A recent study published by the European Association for Dialysis (ERA-EDTA) concludes there should be firm warnings about high-protein, low-carb diets for people with diabetes who are at risk of low-grade chronic kidney disease, which total about 30% of all people with T2D.
Low-Carb: Weight-loss + Kidney Damage for Some
While reducing your carbohydrate intake can easily improve blood sugar levels, it inevitably results in an increased intake of dietary fat and protein.
The promise of losing weight is why a high-protein diet is often recommended to people with diabetes or who are obese,” explains the report, “but they are especially vulnerable to the kidney-harming effects of high-protein intake.”
Even in those without diabetes, low-carb/high-protein diets have become very popular and often lead to noticeable weight-loss, an overall healthier diet (because removing carbohydrates often removes processed, packaged foods), and overall increased energy.
Researchers Kamyar Kalantar-Zadeh, Holly M Kramer, and Denis Fouque, are adamantly pushing for better education around these types of diets for patients with low-grade or fully-developed kidney issues. “
“We may save calories, but we may also risk the health of our kidneys,” they explained in the report.

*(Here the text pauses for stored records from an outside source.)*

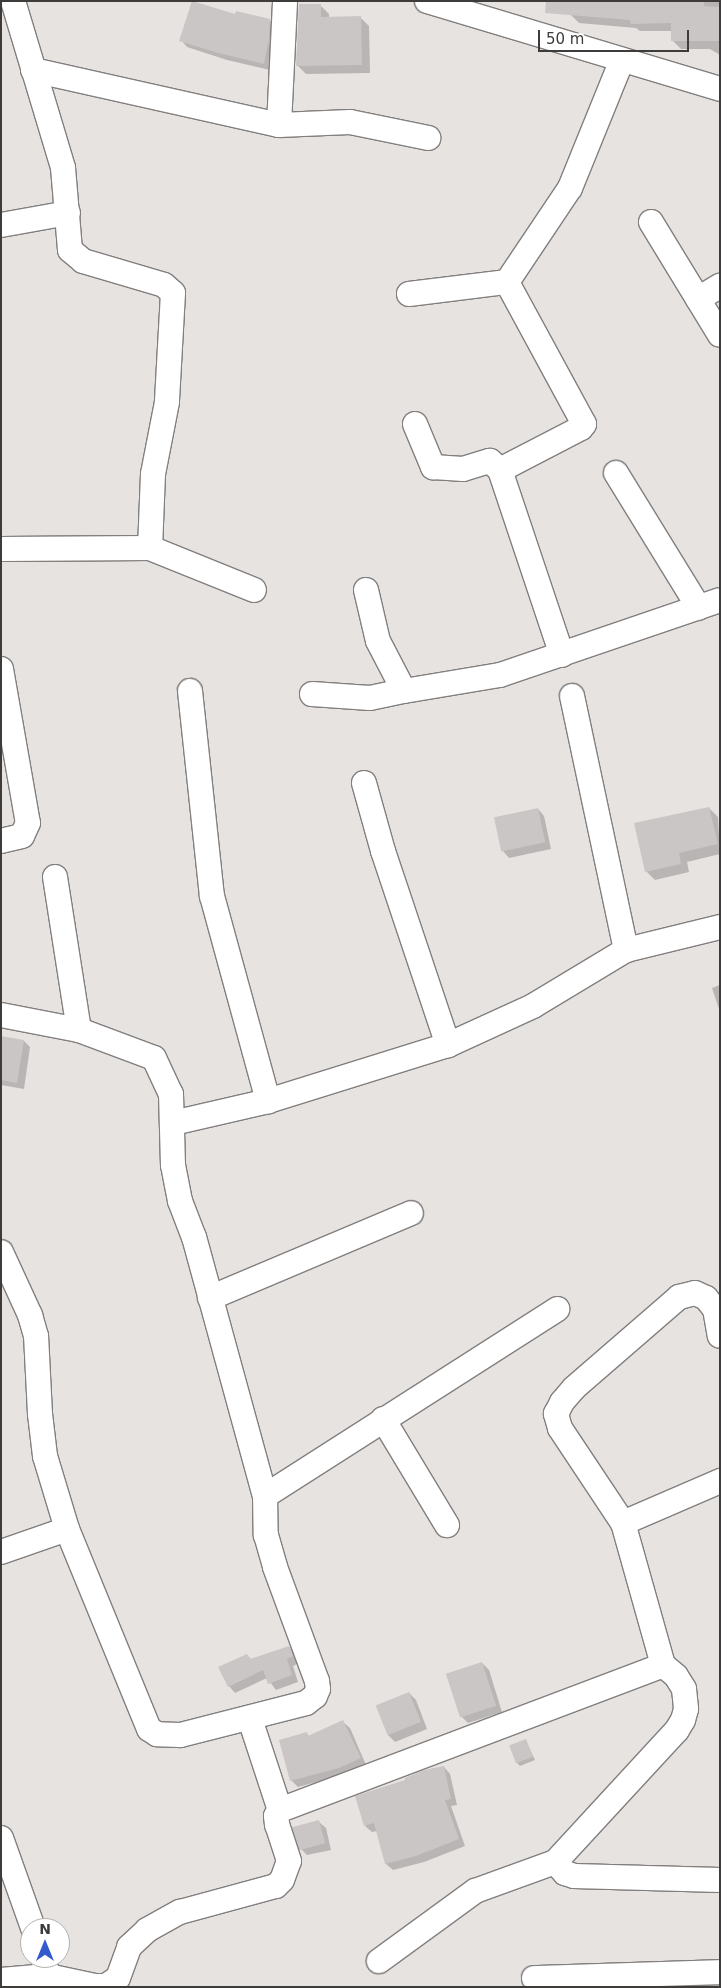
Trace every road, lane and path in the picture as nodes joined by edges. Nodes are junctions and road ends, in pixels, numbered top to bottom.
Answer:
1 (13, 1) edge
2 (285, 1) edge
3 (427, 1) edge
4 (622, 60) junction
5 (33, 70) junction
6 (720, 90) edge
7 (279, 125) junction
8 (428, 138) dead end
9 (68, 213) junction
10 (651, 222) dead end
11 (1, 225) edge
12 (507, 282) junction
13 (720, 286) edge
14 (409, 294) dead end
15 (698, 299) junction
16 (720, 335) edge
17 (415, 424) dead end
18 (500, 470) junction
19 (616, 473) dead end
20 (150, 548) junction
21 (1, 549) edge
22 (254, 590) dead end
23 (366, 590) dead end
24 (709, 604) edge
25 (562, 655) junction
26 (1, 669) edge
27 (190, 690) dead end
28 (404, 691) junction
29 (312, 694) dead end
30 (572, 696) dead end
31 (364, 783) dead end
32 (1, 841) edge
33 (55, 877) dead end
34 (720, 927) edge
35 (626, 950) junction
36 (1, 1015) edge
37 (79, 1030) junction
38 (448, 1045) junction
39 (268, 1101) junction
40 (173, 1123) junction
41 (411, 1213) dead end
42 (1, 1252) edge
43 (210, 1298) junction
44 (557, 1309) dead end
45 (720, 1336) edge
46 (383, 1419) junction
47 (720, 1482) edge
48 (265, 1496) junction
49 (623, 1523) junction
50 (447, 1525) dead end
51 (67, 1529) junction
52 (1, 1552) edge
53 (663, 1665) junction
54 (250, 1719) junction
55 (280, 1810) junction
56 (1, 1838) edge
57 (556, 1862) junction
58 (720, 1880) edge
59 (29, 1918) edge
60 (379, 1961) dead end
61 (43, 1968) edge
62 (48, 1968) edge
63 (720, 1972) edge
64 (534, 1978) dead end
65 (1, 1980) edge
66 (582, 1981) edge

1 - 5 street
2 - 7 street
3 - 4 street
4 - 6 street
4 - 12 street
5 - 7 street
5 - 9 street
7 - 8 street
9 - 11 street
9 - 20 street
10 - 15 street
12 - 14 street
12 - 18 street
13 - 15 street
15 - 16 street
17 - 18 street
18 - 25 street
19 - 24 street
20 - 21 street
20 - 22 street
23 - 28 street
24 - 25 street
25 - 28 street
26 - 32 street
27 - 39 street
28 - 29 street
30 - 35 street
31 - 38 street
33 - 37 street
34 - 35 street
35 - 38 street
36 - 37 street
37 - 40 street
38 - 39 street
39 - 40 street
40 - 43 street
41 - 43 street
42 - 51 street
43 - 48 street
44 - 46 street
45 - 49 street
46 - 48 street
46 - 50 street
47 - 49 street
48 - 54 street
49 - 53 street
51 - 52 street
51 - 54 street
53 - 55 street
53 - 57 street
54 - 55 street
55 - 62 street
56 - 59 street
57 - 58 street
57 - 60 street
61 - 65 street
63 - 66 street
64 - 66 street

“A high-protein diet induces glomerular hyperfiltration, which, according to our current state of knowledge, may boost a pre-existing low-grade chronic kidney disease, which is often prevalent in people with diabetes.”
What is Your “Glomerular Filtration Rate” or GFR?
Glomerular hyperfiltration means your kidneys are not filtering your blood properly and letting too many waste products through.
Let’s take a closer look.
Your body’s “GFR” measures how well your kidneys are working.
The glomeruli are small filters in your kidneys that help filter waste from your blood. When signs of kidney disease are already established, high-protein diets can put further stress on these filters and further worsen their functioning.
The reports add that encouraging an overweight patient with type 2 diabetes to follow a low-carbohydrate diet should only come after careful examination of their kidney health and overall blood sugar management.
Researchers found that patients with the highest protein intake had a 1.3 higher risk of faster GFR loss.
Patients with Type 2 Diabetes & Obesity at Highest-Risk
If a patient with type 2 diabetes has been struggling with high blood sugar levels and a high A1c for a number of years, it’s very possible they may already have signs of kidney disease — a common complication of chronically high blood sugar levels.
Researchers estimate that approximately 30 percent of patients with type 2 diabetes have some degree of kidney disease.
“To recommend a high-protein diet to an overweight diabetes patient may indeed result in loss of weight, but also in a severe loss of kidney function. We want one, but we also get the other,” explains the research team.
While it’s already known that those with established kidney issues should avoid excessive protein consumption, it’s too often overlooked in patients who have a very high risk of kidney disease but haven’t been tested for it because it’s still “low-grade” and thus they aren’t experiencing symptoms.
“By advising people — especially those with a high risk for chronic kidney disease, namely patients with diabetes, obese people, people with a solitary kidney and probably even elderly people — to eat a protein-rich diet, we are ringing the death bell for their kidney health and bringing them a big step closer to needing renal replacement therapy.”
Instead, the recommendation is to focus on the following nutrition guidelines:
- Reduce or remove your sugary beverage intake
- Limit packaged, processed foods
- Focus on getting more whole food vegetables and fruits
- Limit protein intake to 50 grams per day or less after consulting with your healthcare team
- Drink plenty of water
Talk to your healthcare team about having your GFR and overall kidney health tested to determine if a higher protein-consumption is a safe choice for you.